Modelling or equalizing a transfer function is a common task in digital signal processing. A widely used solution is the use of IIR filters, whose quantization effects -- due to the high precision floating point arithmetic -- can be neglected on a today's computer.
This is not the case for embedded systems. Besides floating-point DSPs, there are inexpensive, high-performance microcontrollers, which have SIMD instructions, therefore they can be efficiently used for signal processing. Their drawbacks are that their use for floating-point arithmetic is limited since they are optimized for fixed-point calculations. In addition, there are numerous fixed-point digital signal processors, which work on 16, 24, or 32 bits of data. Therefore it is important to investigate the quantization effects.
Implementation of high-order filters is practical using serial or parallel second-order sections (such as DF1, Kingsbury, etc.), because this way the error induced by the coefficient-quantization can be minimized. The round-off noise of this structure is defined by the second-order sections. Optimal results can be obtained if the second-order sections are chosen by their numerical noise spectra.
The thesis outlines the design and implementation of special, logarithmic frequency-resolution filters for audio (warped and fixed-pole parallel filters). The filter structures are also presented and their quantization properties are analysed.

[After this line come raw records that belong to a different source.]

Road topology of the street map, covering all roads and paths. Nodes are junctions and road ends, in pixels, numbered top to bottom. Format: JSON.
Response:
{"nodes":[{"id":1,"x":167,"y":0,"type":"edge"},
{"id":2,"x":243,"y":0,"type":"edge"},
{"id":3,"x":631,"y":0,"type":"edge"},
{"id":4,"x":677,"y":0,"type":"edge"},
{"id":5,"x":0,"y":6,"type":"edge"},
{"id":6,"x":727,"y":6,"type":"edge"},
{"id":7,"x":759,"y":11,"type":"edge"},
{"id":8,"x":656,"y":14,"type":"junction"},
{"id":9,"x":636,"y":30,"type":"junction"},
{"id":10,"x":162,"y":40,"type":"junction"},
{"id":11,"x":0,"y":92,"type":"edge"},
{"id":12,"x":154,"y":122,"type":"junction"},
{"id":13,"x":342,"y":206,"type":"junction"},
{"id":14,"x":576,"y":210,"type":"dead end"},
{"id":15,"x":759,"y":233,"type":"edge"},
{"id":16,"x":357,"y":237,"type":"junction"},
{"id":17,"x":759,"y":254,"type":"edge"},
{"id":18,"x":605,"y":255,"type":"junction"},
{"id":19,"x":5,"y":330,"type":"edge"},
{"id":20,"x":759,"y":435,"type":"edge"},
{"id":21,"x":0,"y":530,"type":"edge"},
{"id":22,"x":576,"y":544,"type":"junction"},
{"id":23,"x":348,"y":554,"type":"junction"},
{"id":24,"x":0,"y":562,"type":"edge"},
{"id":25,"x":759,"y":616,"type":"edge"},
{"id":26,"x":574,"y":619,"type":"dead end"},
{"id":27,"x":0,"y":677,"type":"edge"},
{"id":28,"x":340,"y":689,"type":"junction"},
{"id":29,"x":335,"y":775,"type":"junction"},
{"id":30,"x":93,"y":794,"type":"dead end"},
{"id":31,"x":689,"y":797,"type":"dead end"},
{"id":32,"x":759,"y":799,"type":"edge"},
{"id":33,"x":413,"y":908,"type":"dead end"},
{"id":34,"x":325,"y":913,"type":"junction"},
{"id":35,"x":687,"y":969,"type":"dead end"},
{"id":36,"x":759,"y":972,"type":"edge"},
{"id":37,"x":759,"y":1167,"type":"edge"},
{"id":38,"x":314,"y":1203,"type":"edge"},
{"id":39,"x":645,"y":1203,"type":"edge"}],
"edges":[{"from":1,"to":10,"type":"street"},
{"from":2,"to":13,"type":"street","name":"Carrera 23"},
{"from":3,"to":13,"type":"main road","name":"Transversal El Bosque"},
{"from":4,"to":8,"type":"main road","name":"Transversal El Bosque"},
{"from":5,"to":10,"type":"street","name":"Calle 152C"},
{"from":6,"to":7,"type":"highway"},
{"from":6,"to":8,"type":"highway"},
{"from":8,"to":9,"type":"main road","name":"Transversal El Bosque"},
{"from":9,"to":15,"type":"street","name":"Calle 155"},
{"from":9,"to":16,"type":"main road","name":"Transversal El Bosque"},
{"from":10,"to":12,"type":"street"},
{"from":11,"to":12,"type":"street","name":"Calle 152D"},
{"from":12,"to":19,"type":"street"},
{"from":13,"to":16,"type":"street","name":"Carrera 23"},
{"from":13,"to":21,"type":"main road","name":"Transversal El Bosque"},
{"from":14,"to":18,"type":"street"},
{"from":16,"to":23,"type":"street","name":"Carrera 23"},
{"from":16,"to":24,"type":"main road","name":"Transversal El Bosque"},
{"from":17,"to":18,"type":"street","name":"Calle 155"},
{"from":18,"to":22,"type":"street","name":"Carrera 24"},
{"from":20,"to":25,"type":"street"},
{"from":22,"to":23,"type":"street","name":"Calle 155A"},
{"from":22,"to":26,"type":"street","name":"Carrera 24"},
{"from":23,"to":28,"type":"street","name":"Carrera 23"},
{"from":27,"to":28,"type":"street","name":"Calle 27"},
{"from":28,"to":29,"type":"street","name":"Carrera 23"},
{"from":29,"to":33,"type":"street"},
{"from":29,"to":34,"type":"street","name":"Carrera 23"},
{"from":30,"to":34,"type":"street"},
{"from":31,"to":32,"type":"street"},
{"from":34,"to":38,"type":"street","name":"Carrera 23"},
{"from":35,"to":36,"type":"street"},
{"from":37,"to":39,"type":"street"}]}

For analysing coefficient-quantization, an analytical and a practical method is given. The round-off noise is computed by a theoretical noise model, using the transfer function between the rounding point and the output of the filter. The quantization effects are evaluated at different pole-zero locations for each second-order structure, then a filter structure with minimal noise is chosen.
The purpose of this work is to give guidelines to minimize the numerical noise on serial or parallel filter realizations. Based on the analysis method, a technique is given for finding the structure with lowest noise. Practical examples are also given, and it is shown that using the proposed optimization method the noise can be reduced by several orders of magnitude.